The vinyl LP "Minute By Minute" by THE DOOBIE BROTHERS was originally released on Warner Brothers BSK 3193 in December 1978 in the USA and Warner Brothers K 56486 in the UK. 

This 22 February 2005 US-only 24KT Gold Audiophile CD reissue is on Audio Fidelity AFZ 025 (Barcode 780014202521).

Long-standing Warners producer TED TEMPLEMAN recorded the original album (engineered by DONN LANDEE) while famed sound engineer STEVE HOFFMAN has mastered this reissue from the original first generation stereo tapes for CD. This Audio Fidelity audiophile version has a distinctive black and gold outer card wrap (Amazon artwork is often incorrect), the disc itself is a 24KT + Gold CD - a High Definition Compatible Disc issue (HDCD) - while the booklet faithfully reproduces the original album artwork, inner sleeve, lyrics, recording info, reissue details etc.

The DOOBIE BROTHERS line-up for the "Minute By Minute" LP was:
Lead Vocals, Keyboards and Synthesizers - MICHAEL McDONALD
Lead Vocals, Guitars - PATRICK SIMMONS
Guitars - JEFFREY ("Skunk") BAXTER
Bass, Vocals - TIRAN PORTER
Drums - JOHN HARTMAN
Drums and Vocals - KEITH KNUDSEN

Guests were:
Congas and Vocals - BOBBY LaKIND
Vocals - TOM JOHNSTON
Backing Vocals - NICOLETTE LARSON and ROSEMARY BUTLER
Harmonica - NORTON BUFFALO
Banjo - HERB PEDERSEN
Fiddle - BYRON BERLINE
Electric Piano - LESTER ABRAMS
Synthesizers - BILL PAYNE
Saxophone - ANDREW LOVE
Trumpet - BEN CAULEY

Here's a detailed breakdown (37:12 minutes)
1. Here To Love You [3:58]
[Writer Michael McDonald.

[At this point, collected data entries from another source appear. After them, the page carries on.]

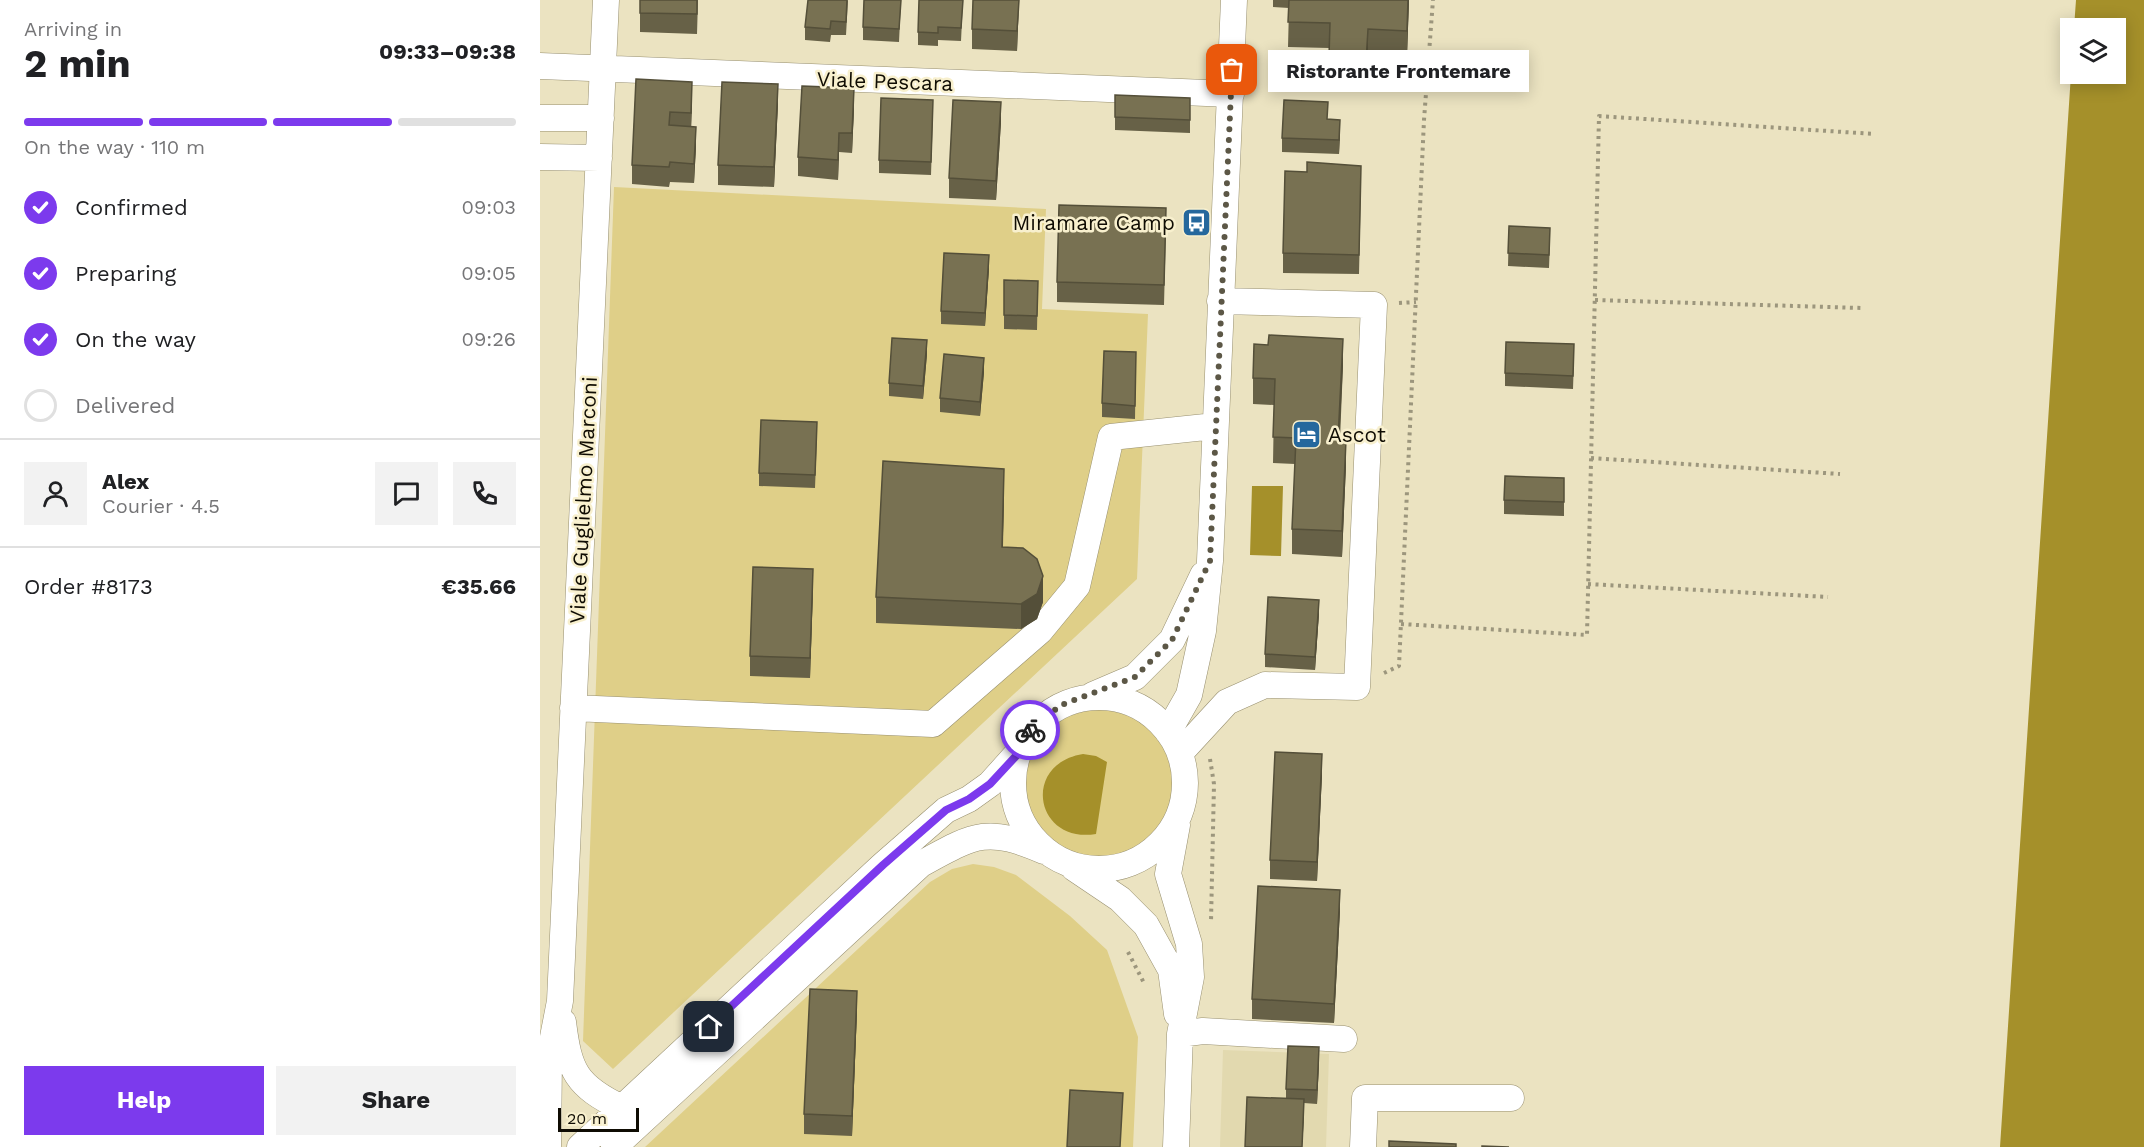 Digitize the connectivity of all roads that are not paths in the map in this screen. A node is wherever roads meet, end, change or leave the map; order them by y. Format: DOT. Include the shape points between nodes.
graph roads {
  1 [pos="606,0"];
  2 [pos="1234,0"];
  3 [pos="540,66"];
  4 [pos="602,70"];
  5 [pos="1231,94"];
  6 [pos="540,118"];
  7 [pos="601,118"];
  8 [pos="540,157"];
  9 [pos="599,158"];
  10 [pos="1220,302"];
  11 [pos="1215,426"];
  12 [pos="1210,561"];
  13 [pos="1087,697"];
  14 [pos="573,708"];
  15 [pos="1174,742"];
  16 [pos="1016,756"];
  17 [pos="1178,819"];
  18 [pos="1044,851"];
  19 [pos="1071,866"];
  20 [pos="560,1001"];
  21 [pos="1180,1034"];
  22 [pos="1344,1040"];
  23 [pos="1510,1098"];
  24 [pos="622,1108"];
  25 [pos="548,1147"];
  26 [pos="580,1147"];
  27 [pos="614,1147"];
  28 [pos="1176,1147"];
  29 [pos="1363,1147"];
  1 -- 4 [label="street, Viale Guglielmo Marconi"];
  2 -- 5 [label="street"];
  3 -- 4 [label="street, Viale Pescara"];
  4 -- 5 [label="street, Viale Pescara"];
  4 -- 7 [label="street, Viale Guglielmo Marconi"];
  5 -- 10 [label="street"];
  6 -- 7 [label="street"];
  7 -- 9 [label="street, Viale Guglielmo Marconi"];
  8 -- 9 [label="street"];
  9 -- 14 [label="street, Viale Guglielmo Marconi"];
  10 -- 11 [label="street"];
  10 -- 15 [label="street" via="1374,305 1357,687 1264,685 1227,702"];
  11 -- 12 [label="street"];
  11 -- 14 [label="street" via="1111,437 1077,586 1040,631 933,724"];
  12 -- 13 [label="street" via="1172,640 1135,677"];
  12 -- 15 [label="street" via="1203,631"];
  13 -- 15 [label="street" via="1128,702 1149,713"];
  13 -- 16 [label="street" via="1064,704 1041,719 1026,735"];
  14 -- 20 [label="street, Viale Guglielmo Marconi"];
  15 -- 17 [label="street" via="1185,775 1185,796"];
  16 -- 18 [label="street" via="1012,793 1022,824"];
  16 -- 24 [label="street" via="990,784 946,810 883,865"];
  17 -- 19 [label="street" via="1166,839 1147,855 1121,867 1094,870"];
  17 -- 21 [label="street" via="1168,874 1189,944 1191,977"];
  18 -- 19 [label="street"];
  18 -- 27 [label="street" via="1011,837 987,836 964,841 921,864"];
  19 -- 21 [label="street" via="1120,899 1146,925 1171,970"];
  20 -- 24 [label="street, Viale Guglielmo Marconi" via="572,1067 581,1082 599,1098"];
  20 -- 25 [label="street, Viale Guglielmo Marconi" via="549,1058"];
  21 -- 22 [label="street" via="1203,1031"];
  21 -- 28 [label="street"];
  23 -- 29 [label="street" via="1365,1098"];
  24 -- 26 [label="street"];
} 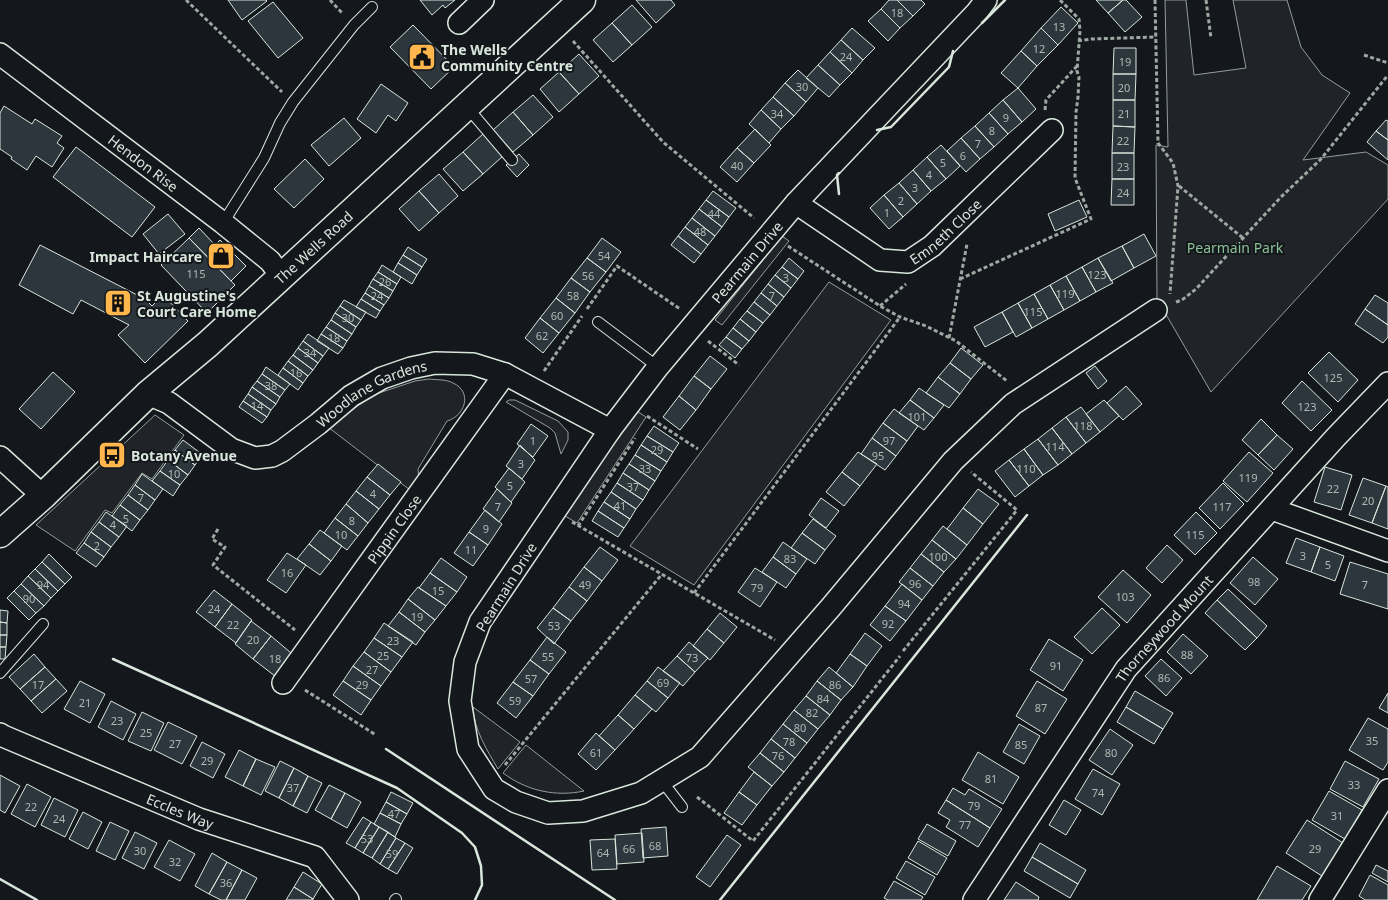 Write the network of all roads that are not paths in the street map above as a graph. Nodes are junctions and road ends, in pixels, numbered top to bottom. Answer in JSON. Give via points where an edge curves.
{"nodes":[{"id":1,"x":483,"y":0,"type":"edge"},
{"id":2,"x":986,"y":0,"type":"edge"},
{"id":3,"x":372,"y":7,"type":"dead end"},
{"id":4,"x":569,"y":8,"type":"edge"},
{"id":5,"x":459,"y":23,"type":"dead end"},
{"id":6,"x":0,"y":54,"type":"edge"},
{"id":7,"x":467,"y":107,"type":"junction"},
{"id":8,"x":1048,"y":121,"type":"road end"},
{"id":9,"x":512,"y":160,"type":"dead end"},
{"id":10,"x":805,"y":209,"type":"junction"},
{"id":11,"x":223,"y":223,"type":"junction"},
{"id":12,"x":282,"y":277,"type":"junction"},
{"id":13,"x":1162,"y":307,"type":"road end"},
{"id":14,"x":598,"y":322,"type":"dead end"},
{"id":15,"x":658,"y":367,"type":"junction"},
{"id":16,"x":505,"y":374,"type":"junction"},
{"id":17,"x":1388,"y":383,"type":"edge"},
{"id":18,"x":148,"y":394,"type":"junction"},
{"id":19,"x":610,"y":430,"type":"junction"},
{"id":20,"x":0,"y":458,"type":"edge"},
{"id":21,"x":43,"y":496,"type":"junction"},
{"id":22,"x":1272,"y":509,"type":"junction"},
{"id":23,"x":0,"y":534,"type":"edge"},
{"id":24,"x":1388,"y":551,"type":"edge"},
{"id":25,"x":43,"y":624,"type":"dead end"},
{"id":26,"x":0,"y":673,"type":"edge"},
{"id":27,"x":282,"y":683,"type":"dead end"},
{"id":28,"x":0,"y":734,"type":"edge"},
{"id":29,"x":662,"y":781,"type":"junction"},
{"id":30,"x":1388,"y":790,"type":"edge"},
{"id":31,"x":682,"y":807,"type":"dead end"},
{"id":32,"x":348,"y":900,"type":"edge"},
{"id":33,"x":974,"y":900,"type":"edge"},
{"id":34,"x":1320,"y":900,"type":"edge"}],
"edges":[{"from":1,"to":5,"type":"street"},
{"from":2,"to":10,"type":"street","name":"Pearmain Drive"},
{"from":3,"to":11,"type":"lane","via":[[293,102],[264,158]]},
{"from":4,"to":7,"type":"street","name":"The Wells Road"},
{"from":6,"to":11,"type":"street","name":"Hendon Rise"},
{"from":7,"to":9,"type":"lane"},
{"from":7,"to":12,"type":"street","name":"The Wells Road"},
{"from":8,"to":10,"type":"street","name":"Emneth Close","via":[[1031,159],[932,246],[908,262],[880,260]]},
{"from":10,"to":15,"type":"street","name":"Pearmain Drive","via":[[697,321]]},
{"from":11,"to":12,"type":"street","name":"Hendon Rise","via":[[270,261]]},
{"from":12,"to":18,"type":"street","name":"The Wells Road"},
{"from":13,"to":29,"type":"street","name":"Pearmain Drive","via":[[1086,363],[1013,404],[953,461],[700,757]]},
{"from":14,"to":15,"type":"lane"},
{"from":15,"to":19,"type":"street","name":"Pearmain Drive"},
{"from":16,"to":18,"type":"street","name":"Woodlane Gardens","via":[[473,364],[435,363],[411,368],[382,378],[351,396],[282,451],[254,458],[228,453],[168,403]]},
{"from":16,"to":19,"type":"street","name":"Woodlane Gardens"},
{"from":16,"to":27,"type":"street","name":"Pippin Close","via":[[326,612]]},
{"from":17,"to":22,"type":"street","name":"Thorneywood Mount"},
{"from":18,"to":21,"type":"street","name":"The Wells Road"},
{"from":19,"to":29,"type":"street","name":"Pearmain Drive","via":[[480,622],[466,662],[460,701],[468,749],[494,789],[516,802],[548,813],[583,811],[641,793]]},
{"from":20,"to":21,"type":"street"},
{"from":21,"to":23,"type":"street","name":"The Wells Road"},
{"from":22,"to":24,"type":"street"},
{"from":22,"to":33,"type":"street","name":"Thorneywood Mount","via":[[1126,669]]},
{"from":25,"to":26,"type":"lane"},
{"from":28,"to":32,"type":"street","name":"Eccles Way","via":[[199,819],[315,857]]},
{"from":29,"to":31,"type":"lane"},
{"from":30,"to":34,"type":"street"}]}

Lead Vocals Michael McDonald, Backing Vocals Rosemary Butler.]
2. What A Fool Believes  [3:41]
[Writers Michael McDonald and Kenny Loggins. Lead Vocals Michael McDonald with Bill Payne of LITTLE FEAT on Synthesizer]
3. Minute By Minute [3:26]
[Writers Michael McDonald and Lester Abrams. Lead Vocals Michael McDonald with Bill Payne of LITTLE FEAT on Synthesizer]
4. Dependin' On You [3:44]
[Writers Patrick Simmons and Michael McDonald. Lead Vocals Patrick Simmons with Nicolette Larson and Rosemary Butler on Backing Vocals.]
5. Don't Stop To Watch The Wheels [3:26]
[Writer Patrick Simmons, Jeffrey "Skunk" Baxter and Michael Ebert. Lead Vocals Patrick Simmons and Tom Johnston with Norton Buffalo on Harmonica.]
6. Open Your Eyes [3:16]
[Writers Michael McDonald, Lester Abrams and Patrick Henderson. Lead Vocals Michael McDonald.]
7. Sweet Feelin' [2:41]
[Writers Patrick Simmons and Ted Templeman. Lead Vocals Patrick Simmons with Nicolette Larson and Michael McDonald on Harmony Vocals.]
8. Steamer Lane Breakdown [3:24]
[Instrumental written by Patrick Simmons.]
9. You Never Change [3:26]
[Writer Patrick Simmons. Lead Vocals Patrick Simmons with Harmony Vocals from Michael McDonald.]
10. How Do The Fools Survive? [5:12]
[Writers Michael McDonald and Carol Bayer Sager. Lead Vocals Michael McDonald with Lester Abrams on Electric Piano.]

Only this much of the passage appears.